┌─ Data to use

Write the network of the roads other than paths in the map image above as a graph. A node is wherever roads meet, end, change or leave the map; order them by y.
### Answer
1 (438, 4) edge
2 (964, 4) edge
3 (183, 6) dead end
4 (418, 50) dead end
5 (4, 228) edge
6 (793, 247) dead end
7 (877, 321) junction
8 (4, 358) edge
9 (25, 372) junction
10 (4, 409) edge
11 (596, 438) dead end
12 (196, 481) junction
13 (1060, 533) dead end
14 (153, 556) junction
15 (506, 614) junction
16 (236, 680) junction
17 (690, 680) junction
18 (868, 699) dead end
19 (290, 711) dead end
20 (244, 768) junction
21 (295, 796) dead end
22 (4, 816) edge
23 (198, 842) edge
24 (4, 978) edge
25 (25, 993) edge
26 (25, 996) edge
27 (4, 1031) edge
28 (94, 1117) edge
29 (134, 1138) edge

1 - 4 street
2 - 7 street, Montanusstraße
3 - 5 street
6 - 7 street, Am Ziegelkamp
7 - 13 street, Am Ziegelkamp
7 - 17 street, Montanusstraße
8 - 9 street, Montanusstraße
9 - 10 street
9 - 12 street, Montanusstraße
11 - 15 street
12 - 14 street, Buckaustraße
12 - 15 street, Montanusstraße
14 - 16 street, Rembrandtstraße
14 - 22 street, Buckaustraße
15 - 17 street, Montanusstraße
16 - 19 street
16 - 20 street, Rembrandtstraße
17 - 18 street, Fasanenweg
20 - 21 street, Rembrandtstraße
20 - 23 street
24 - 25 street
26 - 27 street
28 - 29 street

└─

> _What the task asks_: Print out an identical copy of the whole listing.

> _Answer to this task_:
Write the network of the roads other than paths in the map image above as a graph. A node is wherever roads meet, end, change or leave the map; order them by y.
### Answer
1 (438, 4) edge
2 (964, 4) edge
3 (183, 6) dead end
4 (418, 50) dead end
5 (4, 228) edge
6 (793, 247) dead end
7 (877, 321) junction
8 (4, 358) edge
9 (25, 372) junction
10 (4, 409) edge
11 (596, 438) dead end
12 (196, 481) junction
13 (1060, 533) dead end
14 (153, 556) junction
15 (506, 614) junction
16 (236, 680) junction
17 (690, 680) junction
18 (868, 699) dead end
19 (290, 711) dead end
20 (244, 768) junction
21 (295, 796) dead end
22 (4, 816) edge
23 (198, 842) edge
24 (4, 978) edge
25 (25, 993) edge
26 (25, 996) edge
27 (4, 1031) edge
28 (94, 1117) edge
29 (134, 1138) edge

1 - 4 street
2 - 7 street, Montanusstraße
3 - 5 street
6 - 7 street, Am Ziegelkamp
7 - 13 street, Am Ziegelkamp
7 - 17 street, Montanusstraße
8 - 9 street, Montanusstraße
9 - 10 street
9 - 12 street, Montanusstraße
11 - 15 street
12 - 14 street, Buckaustraße
12 - 15 street, Montanusstraße
14 - 16 street, Rembrandtstraße
14 - 22 street, Buckaustraße
15 - 17 street, Montanusstraße
16 - 19 street
16 - 20 street, Rembrandtstraße
17 - 18 street, Fasanenweg
20 - 21 street, Rembrandtstraße
20 - 23 street
24 - 25 street
26 - 27 street
28 - 29 street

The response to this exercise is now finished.